■ **Data for processing**
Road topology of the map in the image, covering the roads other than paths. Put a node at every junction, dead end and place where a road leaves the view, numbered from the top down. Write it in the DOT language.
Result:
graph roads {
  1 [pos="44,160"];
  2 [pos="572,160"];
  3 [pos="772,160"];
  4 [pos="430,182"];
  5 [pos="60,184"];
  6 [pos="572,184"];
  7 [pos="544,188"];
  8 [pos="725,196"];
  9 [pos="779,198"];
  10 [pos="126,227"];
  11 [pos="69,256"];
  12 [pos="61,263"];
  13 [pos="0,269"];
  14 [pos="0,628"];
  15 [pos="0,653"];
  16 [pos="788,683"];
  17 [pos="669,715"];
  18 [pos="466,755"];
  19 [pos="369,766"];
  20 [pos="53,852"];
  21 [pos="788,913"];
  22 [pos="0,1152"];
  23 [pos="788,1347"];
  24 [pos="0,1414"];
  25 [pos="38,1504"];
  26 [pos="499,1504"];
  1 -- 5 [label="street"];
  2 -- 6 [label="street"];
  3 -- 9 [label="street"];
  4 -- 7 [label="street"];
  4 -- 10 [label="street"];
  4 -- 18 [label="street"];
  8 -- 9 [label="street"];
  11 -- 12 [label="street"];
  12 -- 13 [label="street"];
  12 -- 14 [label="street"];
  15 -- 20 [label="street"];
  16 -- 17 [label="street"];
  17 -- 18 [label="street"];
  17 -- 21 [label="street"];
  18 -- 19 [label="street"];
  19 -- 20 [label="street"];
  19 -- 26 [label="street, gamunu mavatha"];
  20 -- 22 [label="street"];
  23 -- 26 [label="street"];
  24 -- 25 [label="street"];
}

■ **Your goal**
Read through the listing and copy each line in which the word "roads" occurs.

■ **Worked solution**
Road topology of the map in the image, covering the roads other than paths. Put a node at every junction, dead end and place where a road leaves the view, numbered from the top down. Write it in the DOT language.
graph roads {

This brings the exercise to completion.